The Denuvo DRM system imposes a limit of 5 devices per license within a 24-hour period. Each of the five slots is autonomous and becomes available for a new device independently, exactly 24 hours after its specific use (utilizing an individual cooldown timer for each slot). Hardware changes (CPU, motherboard), critical OS/BIOS updates, or game updates can alter the device's hardware fingerprint, which the protection interprets as a new device, requiring the use of the next available slot.

== Criticism ==
Denuvo has been criticised for increasing CPU utilisation resulting in protected software having degraded performance relative to native code. Denuvo Software Solutions has denied this claim. In the case of Tekken 7 and Sonic Mania Plus, Denuvo caused a significant decrease in performance in several parts of the games. Sam Machkovech of Ars Technica reviewed in-depth how Denuvo was causing performance penalties, releasing an article on the matter in December 2018. In December 2018, Joel Hruska of ExtremeTech compared the performance of multiple games that use Denuvo and found that the games had significantly higher frame rates and lower loading times when the DRM system was disabled. Richard Leadbetter of Digital Foundry found that a pirated version of Resident Evil Village that removed Capcom's in-house DRM, which was protected by Denuvo, performed significantly better than the retail version. Capcom later released a patch for Village that, among other changes, altered how the game used Denuvo. Leadbetter noted that the patch improved performance, running equivalent to the pirated version.

In November 2021, several recent games using Denuvo were rendered unplayable, reportedly due to a Denuvo-owned domain name expiring. In the same month, it was reported that Denuvo Anti-Tamper was incompatible with Windows 10 and Windows 11 systems running on CPUs in the Alder Lake series. This was fixed by January 2022.

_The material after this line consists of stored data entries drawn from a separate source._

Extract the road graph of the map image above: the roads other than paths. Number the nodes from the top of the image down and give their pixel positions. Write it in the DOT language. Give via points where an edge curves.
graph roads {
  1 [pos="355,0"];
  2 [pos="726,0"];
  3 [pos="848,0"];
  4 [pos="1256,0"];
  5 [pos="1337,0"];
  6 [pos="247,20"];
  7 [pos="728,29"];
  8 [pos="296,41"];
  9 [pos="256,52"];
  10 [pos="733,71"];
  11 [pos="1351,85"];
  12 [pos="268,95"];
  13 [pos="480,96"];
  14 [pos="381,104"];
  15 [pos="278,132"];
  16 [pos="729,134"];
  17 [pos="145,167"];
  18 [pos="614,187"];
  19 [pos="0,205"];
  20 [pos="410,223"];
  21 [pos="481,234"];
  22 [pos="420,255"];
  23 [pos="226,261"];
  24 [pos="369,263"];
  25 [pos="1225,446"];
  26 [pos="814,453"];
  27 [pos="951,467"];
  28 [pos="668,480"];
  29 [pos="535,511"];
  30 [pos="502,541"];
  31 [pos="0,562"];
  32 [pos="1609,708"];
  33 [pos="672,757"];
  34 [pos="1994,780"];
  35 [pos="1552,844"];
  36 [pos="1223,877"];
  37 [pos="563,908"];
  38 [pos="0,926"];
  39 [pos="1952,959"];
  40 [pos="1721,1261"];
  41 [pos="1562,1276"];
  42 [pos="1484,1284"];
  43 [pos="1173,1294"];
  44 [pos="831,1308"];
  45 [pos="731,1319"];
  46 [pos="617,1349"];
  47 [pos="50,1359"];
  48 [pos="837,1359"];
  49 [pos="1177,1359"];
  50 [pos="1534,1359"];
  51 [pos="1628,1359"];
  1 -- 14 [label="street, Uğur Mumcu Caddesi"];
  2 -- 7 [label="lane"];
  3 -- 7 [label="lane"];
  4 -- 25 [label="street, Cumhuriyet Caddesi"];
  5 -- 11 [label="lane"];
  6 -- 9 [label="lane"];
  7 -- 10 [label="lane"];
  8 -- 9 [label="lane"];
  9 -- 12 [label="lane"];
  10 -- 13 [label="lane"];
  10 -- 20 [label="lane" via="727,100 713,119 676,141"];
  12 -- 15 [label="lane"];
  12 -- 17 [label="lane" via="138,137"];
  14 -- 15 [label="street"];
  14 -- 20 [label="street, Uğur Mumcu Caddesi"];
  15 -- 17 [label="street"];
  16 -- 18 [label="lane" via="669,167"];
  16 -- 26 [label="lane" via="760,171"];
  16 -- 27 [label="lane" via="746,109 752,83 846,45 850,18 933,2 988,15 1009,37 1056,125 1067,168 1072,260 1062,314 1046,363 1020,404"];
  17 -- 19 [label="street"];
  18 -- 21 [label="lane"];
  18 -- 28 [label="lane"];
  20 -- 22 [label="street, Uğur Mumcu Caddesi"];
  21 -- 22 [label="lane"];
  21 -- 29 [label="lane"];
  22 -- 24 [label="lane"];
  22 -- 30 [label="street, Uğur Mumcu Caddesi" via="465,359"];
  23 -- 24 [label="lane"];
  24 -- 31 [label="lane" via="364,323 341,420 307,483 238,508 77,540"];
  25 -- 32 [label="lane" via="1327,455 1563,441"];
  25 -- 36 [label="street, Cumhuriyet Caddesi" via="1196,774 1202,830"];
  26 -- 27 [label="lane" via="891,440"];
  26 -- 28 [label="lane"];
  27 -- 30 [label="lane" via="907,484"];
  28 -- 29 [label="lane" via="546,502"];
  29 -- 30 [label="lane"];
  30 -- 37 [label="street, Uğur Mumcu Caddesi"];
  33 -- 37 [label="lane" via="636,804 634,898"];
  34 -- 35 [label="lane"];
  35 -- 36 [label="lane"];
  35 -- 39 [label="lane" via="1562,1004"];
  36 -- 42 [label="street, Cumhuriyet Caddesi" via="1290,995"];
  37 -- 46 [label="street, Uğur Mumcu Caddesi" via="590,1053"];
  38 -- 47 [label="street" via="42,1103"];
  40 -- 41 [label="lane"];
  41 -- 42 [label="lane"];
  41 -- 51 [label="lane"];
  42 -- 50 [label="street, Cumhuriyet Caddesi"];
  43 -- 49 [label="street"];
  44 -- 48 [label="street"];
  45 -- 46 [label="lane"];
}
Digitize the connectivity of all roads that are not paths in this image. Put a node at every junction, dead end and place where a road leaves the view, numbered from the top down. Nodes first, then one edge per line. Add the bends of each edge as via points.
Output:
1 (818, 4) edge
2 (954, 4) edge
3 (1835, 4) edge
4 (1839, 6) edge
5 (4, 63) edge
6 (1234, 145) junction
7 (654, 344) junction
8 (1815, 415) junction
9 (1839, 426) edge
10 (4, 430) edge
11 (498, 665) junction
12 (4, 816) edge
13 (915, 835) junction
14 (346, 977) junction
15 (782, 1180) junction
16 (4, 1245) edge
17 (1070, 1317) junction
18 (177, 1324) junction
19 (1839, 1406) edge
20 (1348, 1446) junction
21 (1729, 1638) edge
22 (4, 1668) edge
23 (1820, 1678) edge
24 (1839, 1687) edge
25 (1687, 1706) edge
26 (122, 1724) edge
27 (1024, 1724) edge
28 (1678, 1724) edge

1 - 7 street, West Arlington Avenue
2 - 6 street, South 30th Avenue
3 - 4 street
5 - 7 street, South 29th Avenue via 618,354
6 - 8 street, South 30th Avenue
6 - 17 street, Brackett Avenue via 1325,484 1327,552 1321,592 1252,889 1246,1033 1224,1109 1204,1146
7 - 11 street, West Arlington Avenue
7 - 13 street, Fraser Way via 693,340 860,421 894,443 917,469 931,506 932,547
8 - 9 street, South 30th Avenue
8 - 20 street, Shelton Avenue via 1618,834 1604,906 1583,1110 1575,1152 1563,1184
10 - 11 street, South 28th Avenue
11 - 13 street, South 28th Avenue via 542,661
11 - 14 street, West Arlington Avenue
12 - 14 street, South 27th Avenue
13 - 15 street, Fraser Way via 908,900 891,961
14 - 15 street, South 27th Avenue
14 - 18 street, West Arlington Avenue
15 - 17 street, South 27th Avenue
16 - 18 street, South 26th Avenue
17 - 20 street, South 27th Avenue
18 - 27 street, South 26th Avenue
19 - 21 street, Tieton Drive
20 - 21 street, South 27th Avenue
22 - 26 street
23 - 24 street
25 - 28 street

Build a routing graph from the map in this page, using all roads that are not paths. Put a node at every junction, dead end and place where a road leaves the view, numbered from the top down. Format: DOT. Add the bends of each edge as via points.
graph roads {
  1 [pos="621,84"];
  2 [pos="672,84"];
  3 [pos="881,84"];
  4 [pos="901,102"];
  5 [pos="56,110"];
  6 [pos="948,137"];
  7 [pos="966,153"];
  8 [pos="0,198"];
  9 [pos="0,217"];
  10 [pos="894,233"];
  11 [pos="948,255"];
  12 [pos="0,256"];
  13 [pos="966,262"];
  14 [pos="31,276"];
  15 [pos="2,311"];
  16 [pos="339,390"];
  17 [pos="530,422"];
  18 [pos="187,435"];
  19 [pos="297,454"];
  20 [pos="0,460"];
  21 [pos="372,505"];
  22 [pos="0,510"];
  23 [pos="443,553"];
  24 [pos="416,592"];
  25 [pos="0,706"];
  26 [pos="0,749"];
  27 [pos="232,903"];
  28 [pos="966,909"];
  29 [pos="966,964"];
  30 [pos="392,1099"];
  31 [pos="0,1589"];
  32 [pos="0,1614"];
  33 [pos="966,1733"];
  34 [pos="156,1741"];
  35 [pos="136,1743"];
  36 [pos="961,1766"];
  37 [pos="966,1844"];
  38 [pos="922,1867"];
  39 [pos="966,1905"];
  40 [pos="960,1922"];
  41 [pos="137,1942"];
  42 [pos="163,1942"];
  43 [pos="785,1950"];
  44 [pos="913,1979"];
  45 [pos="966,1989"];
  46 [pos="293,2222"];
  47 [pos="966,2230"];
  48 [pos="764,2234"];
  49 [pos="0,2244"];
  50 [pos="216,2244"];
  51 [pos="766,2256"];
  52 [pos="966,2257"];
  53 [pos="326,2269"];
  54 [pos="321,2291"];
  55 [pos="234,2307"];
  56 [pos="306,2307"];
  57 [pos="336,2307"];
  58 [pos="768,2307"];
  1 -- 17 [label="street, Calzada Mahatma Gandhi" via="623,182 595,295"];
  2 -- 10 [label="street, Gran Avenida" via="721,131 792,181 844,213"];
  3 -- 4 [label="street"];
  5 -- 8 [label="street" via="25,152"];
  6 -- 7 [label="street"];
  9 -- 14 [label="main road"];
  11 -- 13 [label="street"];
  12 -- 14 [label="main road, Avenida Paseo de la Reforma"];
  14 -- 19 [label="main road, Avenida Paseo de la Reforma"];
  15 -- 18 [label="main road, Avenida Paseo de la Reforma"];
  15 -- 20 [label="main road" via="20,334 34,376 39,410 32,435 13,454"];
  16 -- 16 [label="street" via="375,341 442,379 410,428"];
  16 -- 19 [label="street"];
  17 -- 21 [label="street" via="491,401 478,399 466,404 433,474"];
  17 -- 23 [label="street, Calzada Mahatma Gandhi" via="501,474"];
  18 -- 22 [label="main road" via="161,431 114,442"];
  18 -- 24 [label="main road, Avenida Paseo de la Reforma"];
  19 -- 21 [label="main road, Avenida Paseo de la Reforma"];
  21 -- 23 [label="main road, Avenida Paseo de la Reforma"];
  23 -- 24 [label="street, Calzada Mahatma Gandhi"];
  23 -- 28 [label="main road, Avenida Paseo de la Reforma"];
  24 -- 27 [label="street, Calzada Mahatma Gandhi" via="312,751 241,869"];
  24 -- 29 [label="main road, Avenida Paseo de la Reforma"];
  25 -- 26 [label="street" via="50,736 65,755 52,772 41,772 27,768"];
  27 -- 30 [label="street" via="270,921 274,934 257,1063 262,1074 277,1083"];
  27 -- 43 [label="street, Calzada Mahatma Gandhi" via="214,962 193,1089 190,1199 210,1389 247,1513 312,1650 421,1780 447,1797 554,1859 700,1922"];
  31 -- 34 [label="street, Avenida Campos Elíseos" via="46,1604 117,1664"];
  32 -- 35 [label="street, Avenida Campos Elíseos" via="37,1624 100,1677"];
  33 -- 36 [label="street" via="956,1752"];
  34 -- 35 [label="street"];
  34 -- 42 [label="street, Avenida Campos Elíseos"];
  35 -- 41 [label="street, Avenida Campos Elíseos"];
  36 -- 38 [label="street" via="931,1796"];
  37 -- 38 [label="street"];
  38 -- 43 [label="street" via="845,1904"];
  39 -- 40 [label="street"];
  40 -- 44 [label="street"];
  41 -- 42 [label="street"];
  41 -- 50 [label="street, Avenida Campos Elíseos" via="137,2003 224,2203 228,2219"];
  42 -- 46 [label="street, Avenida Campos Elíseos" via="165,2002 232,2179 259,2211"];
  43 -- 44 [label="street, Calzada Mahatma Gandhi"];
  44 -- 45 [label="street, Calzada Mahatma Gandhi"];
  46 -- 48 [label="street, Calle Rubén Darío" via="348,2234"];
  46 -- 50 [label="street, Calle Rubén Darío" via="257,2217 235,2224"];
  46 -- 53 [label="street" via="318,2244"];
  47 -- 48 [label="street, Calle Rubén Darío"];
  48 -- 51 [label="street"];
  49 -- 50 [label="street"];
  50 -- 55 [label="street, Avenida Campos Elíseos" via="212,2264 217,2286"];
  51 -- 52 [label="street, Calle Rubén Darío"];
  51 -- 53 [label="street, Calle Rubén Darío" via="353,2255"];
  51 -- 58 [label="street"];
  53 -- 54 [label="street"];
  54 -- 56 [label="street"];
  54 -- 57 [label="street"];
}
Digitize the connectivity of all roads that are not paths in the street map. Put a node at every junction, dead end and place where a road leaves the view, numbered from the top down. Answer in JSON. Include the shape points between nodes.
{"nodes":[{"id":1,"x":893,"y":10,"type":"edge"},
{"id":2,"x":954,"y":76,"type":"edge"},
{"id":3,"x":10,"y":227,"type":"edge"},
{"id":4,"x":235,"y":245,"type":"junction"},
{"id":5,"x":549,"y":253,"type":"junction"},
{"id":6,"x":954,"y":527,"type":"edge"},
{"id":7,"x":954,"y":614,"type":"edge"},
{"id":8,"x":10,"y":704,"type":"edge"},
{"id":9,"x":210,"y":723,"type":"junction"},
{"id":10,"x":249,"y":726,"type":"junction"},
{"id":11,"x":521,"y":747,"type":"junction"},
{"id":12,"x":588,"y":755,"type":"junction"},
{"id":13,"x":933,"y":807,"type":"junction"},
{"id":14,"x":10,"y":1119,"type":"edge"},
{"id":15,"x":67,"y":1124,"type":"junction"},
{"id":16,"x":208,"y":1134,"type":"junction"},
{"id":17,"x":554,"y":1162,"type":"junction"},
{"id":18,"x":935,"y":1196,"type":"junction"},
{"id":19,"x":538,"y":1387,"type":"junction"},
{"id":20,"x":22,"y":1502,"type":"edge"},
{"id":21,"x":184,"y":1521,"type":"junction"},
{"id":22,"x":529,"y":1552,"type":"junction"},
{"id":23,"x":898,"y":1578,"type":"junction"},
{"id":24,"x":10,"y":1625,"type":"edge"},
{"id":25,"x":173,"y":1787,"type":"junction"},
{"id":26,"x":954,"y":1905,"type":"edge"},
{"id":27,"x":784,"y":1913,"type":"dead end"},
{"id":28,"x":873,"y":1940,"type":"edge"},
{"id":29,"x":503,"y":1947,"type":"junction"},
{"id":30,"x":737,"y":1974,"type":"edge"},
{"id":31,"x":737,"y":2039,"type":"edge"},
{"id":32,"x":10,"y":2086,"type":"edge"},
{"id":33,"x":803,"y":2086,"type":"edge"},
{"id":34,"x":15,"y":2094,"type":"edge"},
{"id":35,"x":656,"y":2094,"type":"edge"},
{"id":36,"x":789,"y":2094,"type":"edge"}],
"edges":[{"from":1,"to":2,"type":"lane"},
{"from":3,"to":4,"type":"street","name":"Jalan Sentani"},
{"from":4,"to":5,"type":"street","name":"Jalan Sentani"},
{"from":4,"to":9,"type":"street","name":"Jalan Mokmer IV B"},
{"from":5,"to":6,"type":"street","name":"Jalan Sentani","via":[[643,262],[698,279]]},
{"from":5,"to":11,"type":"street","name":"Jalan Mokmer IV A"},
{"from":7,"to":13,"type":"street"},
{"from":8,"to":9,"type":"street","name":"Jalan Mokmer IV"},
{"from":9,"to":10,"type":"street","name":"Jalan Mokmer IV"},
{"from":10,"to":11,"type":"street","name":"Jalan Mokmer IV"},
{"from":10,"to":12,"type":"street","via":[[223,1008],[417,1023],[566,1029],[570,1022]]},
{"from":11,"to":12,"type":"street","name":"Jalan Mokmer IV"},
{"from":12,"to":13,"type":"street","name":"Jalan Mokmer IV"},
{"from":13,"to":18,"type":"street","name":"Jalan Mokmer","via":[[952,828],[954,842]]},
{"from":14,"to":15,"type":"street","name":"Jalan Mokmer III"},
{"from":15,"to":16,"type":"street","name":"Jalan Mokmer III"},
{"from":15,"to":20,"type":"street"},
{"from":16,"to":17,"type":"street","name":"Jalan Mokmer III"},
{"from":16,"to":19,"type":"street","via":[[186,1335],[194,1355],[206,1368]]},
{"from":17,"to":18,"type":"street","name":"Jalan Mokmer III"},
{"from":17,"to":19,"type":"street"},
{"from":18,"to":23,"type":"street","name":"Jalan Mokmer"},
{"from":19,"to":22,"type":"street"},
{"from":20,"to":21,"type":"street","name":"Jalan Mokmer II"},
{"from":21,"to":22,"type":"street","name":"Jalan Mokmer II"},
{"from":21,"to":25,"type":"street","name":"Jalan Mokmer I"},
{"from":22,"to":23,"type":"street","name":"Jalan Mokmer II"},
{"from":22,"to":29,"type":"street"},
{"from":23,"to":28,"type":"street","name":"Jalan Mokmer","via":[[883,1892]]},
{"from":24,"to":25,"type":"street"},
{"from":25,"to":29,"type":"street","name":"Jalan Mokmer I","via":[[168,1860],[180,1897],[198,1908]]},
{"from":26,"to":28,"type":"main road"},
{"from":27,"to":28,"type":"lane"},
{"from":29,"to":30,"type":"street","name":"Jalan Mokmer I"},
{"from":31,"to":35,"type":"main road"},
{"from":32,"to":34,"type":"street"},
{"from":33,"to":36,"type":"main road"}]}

On October 18, 2024, Denuvo launched its official Discord server as part of a PR campaign, which they claim is an important step toward building stronger connections with game developers, publishers, and players. Later, Denuvo's Product manager Andreas Ullmann claimed, "moderating a group of users who dislike DRM is proving to be challenging, so the admins are shutting down and reopening Discord discussions day by day instead of keeping the server active always".

A 2024 study developed a mathematical model suggesting that, if Denuvo was cracked very early on after a game's release, within the first week, the effects of piracy resulted in an estimated revenue loss of 20%, as compared to a situation where Denuvo was not cracked. The study also found that, when Denuvo survives for at least 12 weeks, the effects of piracy on revenue become negligible, should the DRM be cracked later on. The study used reviews as a proxy for copies sold. The results therefore concern the estimated effect of the availability and timing of a crack relative to an uncracked counterfactual, rather than directly measuring the net effect of adopting Denuvo compared with releasing a game without DRM. It does not by itself establish that piracy has a negative effect on sales across the broader literature, or that deploying Denuvo produces a net increase in revenue compared with releasing a game without it.

==Anti-circumvention lawsuit==
​Before 2026, a user known as "voices38" successfully circumvented Denuvo's anti-tamper protections on newly released games and distributed the unauthorized copies online. In September 2026, Denuvo filed a lawsuit alleging that the user violated the anti-circumvention provisions of the U.S. Digital Millennium Copyright Act (DMCA). The suit aims to uncover the user's identity via their associated social media accounts. In response, voices38 publicly dismissed the legal threat and stated their intent to continue bypassing the company's protections.